• Task directions: Note every line in the entries that contains the string "Wicked", and copy it.

• Extracted information:
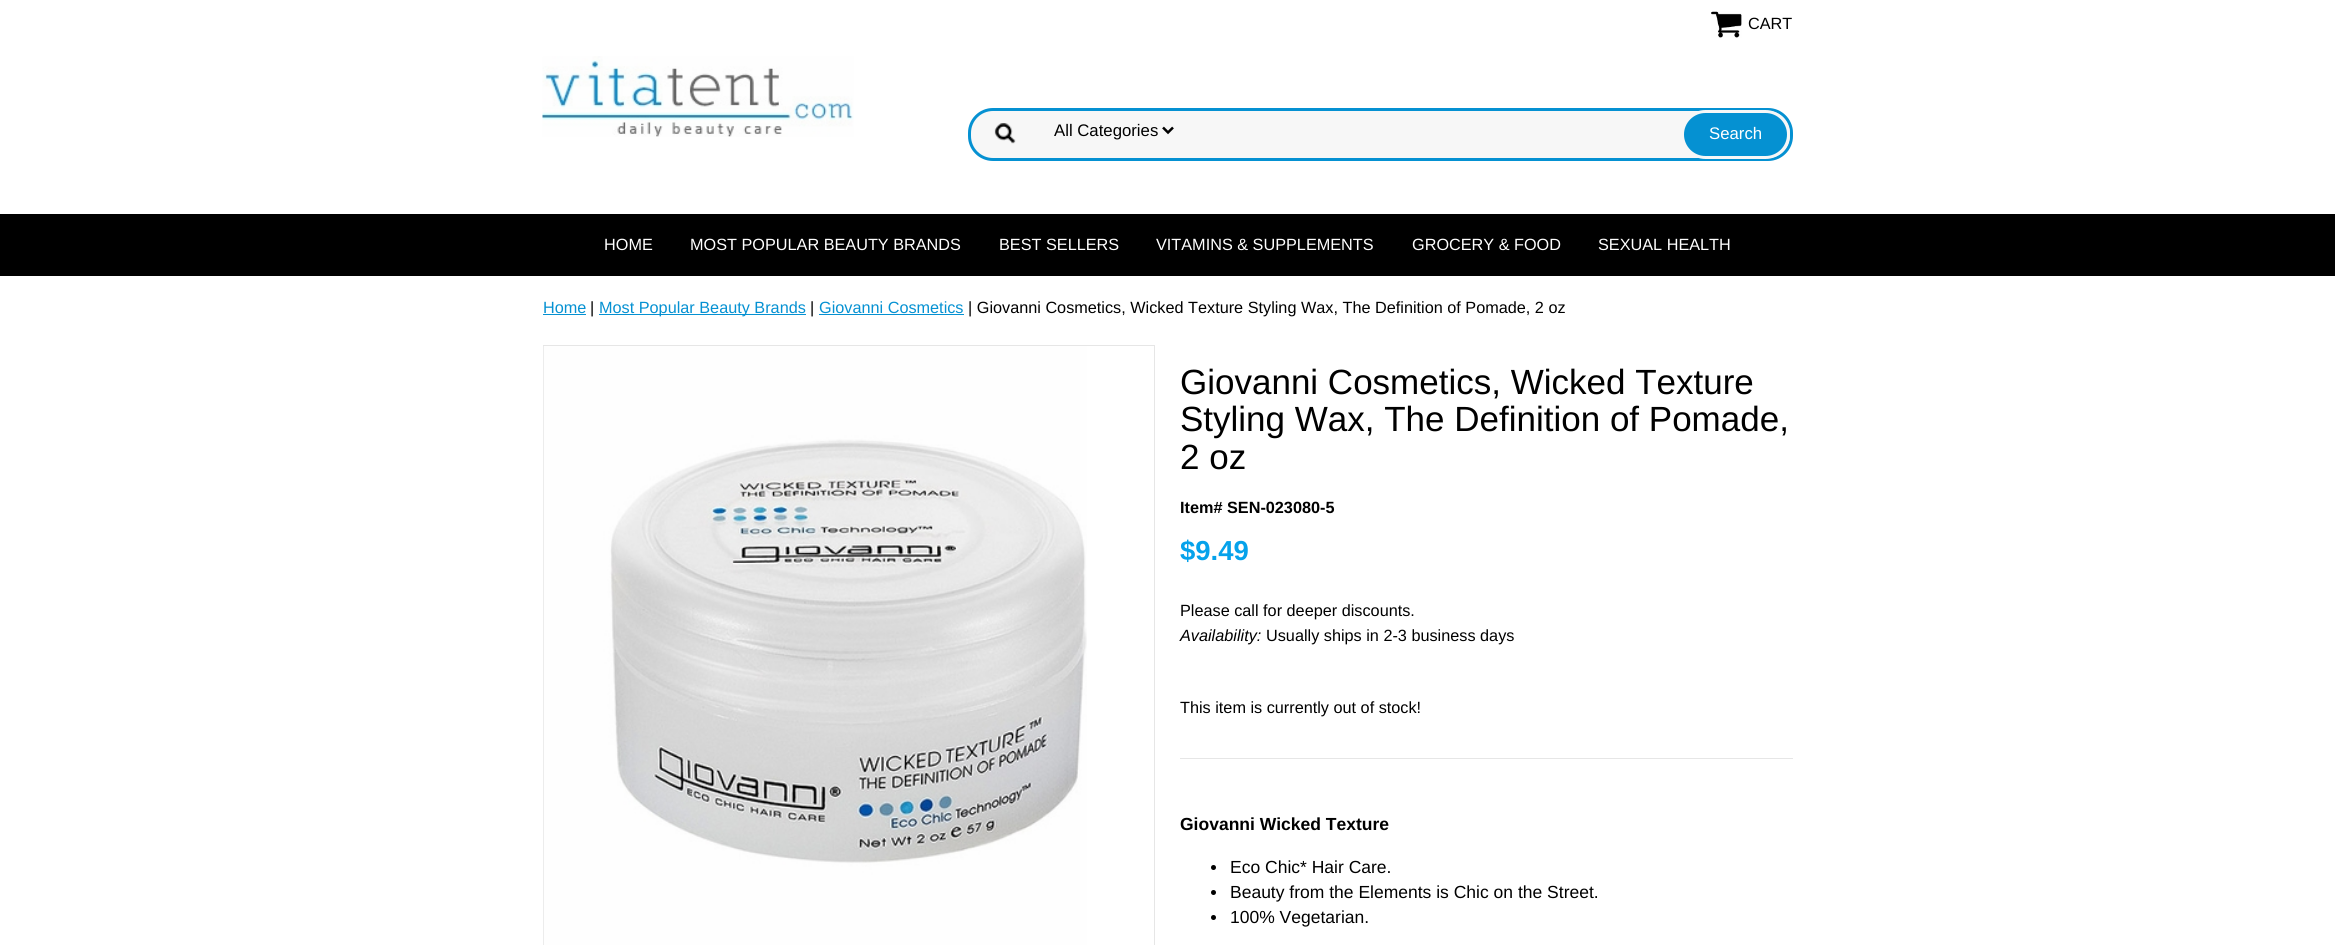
import math
import cairocffi as cairo

surface = cairo.ImageSurface(cairo.FORMAT_RGB24, 2335, 945)
ctx = cairo.Context(surface)
options = cairo.FontOptions()
options.set_hint_metrics(cairo.HINT_METRICS_OFF)
options.set_hint_style(cairo.HINT_STYLE_NONE)
ctx.set_font_options(options)
ctx.set_miter_limit(4)


def rgb(r, g, b):
    ctx.set_source_rgb(r / 255, g / 255, b / 255)


def face(family, size, italic, bold):
    ctx.select_font_face(family, cairo.FONT_SLANT_ITALIC if italic else cairo.FONT_SLANT_NORMAL, cairo.FONT_WEIGHT_BOLD if bold else cairo.FONT_WEIGHT_NORMAL)
    ctx.set_font_size(size)


def label(x, y, s):
    ctx.move_to(x, y)
    ctx.show_text(s)


def rect(x, y, w, h):
    ctx.rectangle(x, y, w, h)
    ctx.fill()


def rrect(x, y, w, h, r):
    ctx.new_sub_path()
    for i, (u, v) in enumerate([(x + w - r, y + h - r), (x + r, y + h - r), (x + r, y + r), (x + w - r, y + r)]):
        ctx.arc(u, v, r, i * math.pi / 2, (i + 1) * math.pi / 2)
    ctx.close_path()


def image(path, x, y, w, h):
    ctx.save()
    ctx.set_source_surface(cairo.ImageSurface.create_from_png(path), x, y)
    ctx.rectangle(x, y, w, h)
    ctx.fill()
    ctx.restore()


rgb(255, 255, 255)
ctx.paint()
image('image0.png', 1711, 11, 31, 27)
face('Liberation Sans', 16.25, 0, 0)
rgb(0, 0, 0)
label(1748, 29, 'CART')
image('image1.png', 542, 56, 312, 81)
rgb(247, 247, 247)
rrect(968, 108, 825, 53, 25)
ctx.fill()
image('image2.png', 994, 123, 22, 21)
rrect(969.5, 109.5, 822, 50, 23.5)
rgb(5, 145, 210)
ctx.set_line_width(3)
ctx.stroke()
ctx.new_path()
ctx.move_to(1163, 127.5)
ctx.line_to(1168, 132.5)
ctx.line_to(1173, 127.5)
rgb(0, 0, 0)
ctx.set_line_width(2.5)
ctx.stroke()
face('Liberation Sans', 16.75, 0, 0)
label(1054, 136, 'All Categories')
rgb(5, 145, 210)
rrect(1682.5, 111.5, 106, 46, 23)
ctx.fill_preserve()
rgb(247, 247, 247)
ctx.set_line_width(3)
ctx.stroke()
rgb(255, 255, 255)
label(1709, 139, 'Search')
rgb(0, 0, 0)
rect(0, 214, 2335, 62)
face('Liberation Sans', 16.25, 0, 0)
rgb(255, 255, 255)
label(604, 250, 'HOME')
label(690, 250, 'MOST POPULAR BEAUTY BRANDS')
label(999, 250, 'BEST SELLERS')
label(1156, 250, 'VITAMINS & SUPPLEMENTS')
label(1412, 250, 'GROCERY & FOOD')
label(1598, 250, 'SEXUAL HEALTH')
rgb(5, 145, 210)
label(543, 313, 'Home')
rect(543, 314, 43, 1)
rgb(0, 0, 0)
label(590, 313, '|')
rgb(5, 145, 210)
rect(599, 314, 207, 1)
label(599, 313, 'Most Popular Beauty Brands')
rgb(0, 0, 0)
label(810, 313, '|')
rgb(5, 145, 210)
label(819, 313, 'Giovanni Cosmetics')
rect(819, 314, 145, 1)
rgb(0, 0, 0)
label(968, 313, '| Giovanni Cosmetics, Wicked Texture Styling Wax, The Definition of Pomade, 2 oz')
ctx.rectangle(543.5, 345.5, 611, 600)
rgb(230, 230, 230)
ctx.set_line_width(1)
ctx.stroke()
image('image3.png', 543, 346, 544, 599)
face('Liberation Sans', 35, 0, 0)
rgb(0, 0, 0)
label(1180, 394, 'Giovanni Cosmetics, Wicked Texture')
label(1180, 431, 'Styling Wax, The Definition of Pomade,')
label(1180, 469, '2 oz')
face('Liberation Sans', 16.25, 0, 1)
label(1180, 513, 'Item# SEN-023080-5')
face('Liberation Sans', 27.5, 0, 1)
rgb(5, 162, 235)
label(1180, 560, '$9.49')
face('Liberation Sans', 16.25, 0, 0)
rgb(0, 0, 0)
label(1180, 616, 'Please call for deeper discounts.')
face('Liberation Sans', 16.25, 1, 0)
label(1180, 641, 'Availability:')
face('Liberation Sans', 16.25, 0, 0)
label(1266, 641, 'Usually ships in 2-3 business days')
label(1180, 713, 'This item is currently out of stock!')
rgb(230, 230, 230)
rect(1180, 758, 613, 1)
face('Liberation Sans', 17.5, 0, 1)
rgb(0, 0, 0)
label(1180, 830, 'Giovanni Wicked Texture')
ctx.new_path()
ctx.arc(1213.5, 867.5, 2.5, 0, 2 * math.pi)
ctx.fill()
face('Liberation Sans', 17.5, 0, 0)
label(1230, 873, 'Eco Chic* Hair Care.')
ctx.new_path()
ctx.arc(1213.5, 892.5, 2.5, 0, 2 * math.pi)
ctx.fill()
label(1230, 898, 'Beauty from the Elements is Chic on the Street.')
ctx.new_path()
ctx.arc(1213.5, 917.5, 2.5, 0, 2 * math.pi)
ctx.fill()
label(1230, 923, '100% Vegetarian.')
surface.write_to_png('render.png')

• Exercise output:
label(968, 313, '| Giovanni Cosmetics, Wicked Texture Styling Wax, The Definition of Pomade, 2 oz')
label(1180, 394, 'Giovanni Cosmetics, Wicked Texture')
label(1180, 830, 'Giovanni Wicked Texture')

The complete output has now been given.